EXERCISE PROMPT: If a line in the following entries contains the string "KARTINI", it counts toward the total; report only that total.

Stored data entries:
▼
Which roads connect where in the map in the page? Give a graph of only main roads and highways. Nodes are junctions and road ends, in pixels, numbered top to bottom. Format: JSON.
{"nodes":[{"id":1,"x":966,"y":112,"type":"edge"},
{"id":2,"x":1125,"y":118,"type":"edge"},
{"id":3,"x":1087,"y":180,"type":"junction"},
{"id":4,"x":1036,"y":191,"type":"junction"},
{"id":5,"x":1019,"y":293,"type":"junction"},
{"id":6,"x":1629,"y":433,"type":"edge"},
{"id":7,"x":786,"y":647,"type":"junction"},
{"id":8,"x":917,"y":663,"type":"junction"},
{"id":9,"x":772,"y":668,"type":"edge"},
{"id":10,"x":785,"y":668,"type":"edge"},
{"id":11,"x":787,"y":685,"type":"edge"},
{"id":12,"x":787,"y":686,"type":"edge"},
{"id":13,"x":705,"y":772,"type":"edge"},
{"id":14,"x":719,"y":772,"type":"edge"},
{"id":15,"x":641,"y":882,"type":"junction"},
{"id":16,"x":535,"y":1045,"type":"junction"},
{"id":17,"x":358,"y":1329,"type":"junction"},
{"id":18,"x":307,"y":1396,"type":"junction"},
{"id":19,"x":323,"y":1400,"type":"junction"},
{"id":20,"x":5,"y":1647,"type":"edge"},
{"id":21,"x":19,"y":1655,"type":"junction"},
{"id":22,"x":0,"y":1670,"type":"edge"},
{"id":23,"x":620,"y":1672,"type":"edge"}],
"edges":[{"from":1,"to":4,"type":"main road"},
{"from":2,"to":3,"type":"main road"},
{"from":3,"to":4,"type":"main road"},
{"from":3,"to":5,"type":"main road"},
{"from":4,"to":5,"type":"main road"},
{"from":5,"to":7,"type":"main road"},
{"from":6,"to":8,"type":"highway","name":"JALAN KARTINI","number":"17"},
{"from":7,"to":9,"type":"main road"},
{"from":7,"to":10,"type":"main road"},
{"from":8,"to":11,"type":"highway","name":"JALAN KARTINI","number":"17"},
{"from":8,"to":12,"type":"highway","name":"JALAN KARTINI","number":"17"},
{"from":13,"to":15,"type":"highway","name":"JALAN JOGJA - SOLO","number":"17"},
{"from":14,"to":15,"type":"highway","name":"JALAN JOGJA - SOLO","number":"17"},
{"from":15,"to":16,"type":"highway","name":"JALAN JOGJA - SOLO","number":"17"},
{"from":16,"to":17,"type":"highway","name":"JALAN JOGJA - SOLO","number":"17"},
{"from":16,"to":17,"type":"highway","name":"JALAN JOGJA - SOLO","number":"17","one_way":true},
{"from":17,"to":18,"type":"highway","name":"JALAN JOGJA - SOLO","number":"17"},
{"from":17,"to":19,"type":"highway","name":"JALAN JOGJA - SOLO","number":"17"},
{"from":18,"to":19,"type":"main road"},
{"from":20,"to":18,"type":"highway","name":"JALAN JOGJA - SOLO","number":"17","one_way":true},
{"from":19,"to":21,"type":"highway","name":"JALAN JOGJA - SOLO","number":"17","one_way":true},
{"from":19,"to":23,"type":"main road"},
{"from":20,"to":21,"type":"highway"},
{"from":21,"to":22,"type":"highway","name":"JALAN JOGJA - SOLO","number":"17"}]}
▲
OUTPUT FOR THIS EXERCISE: 3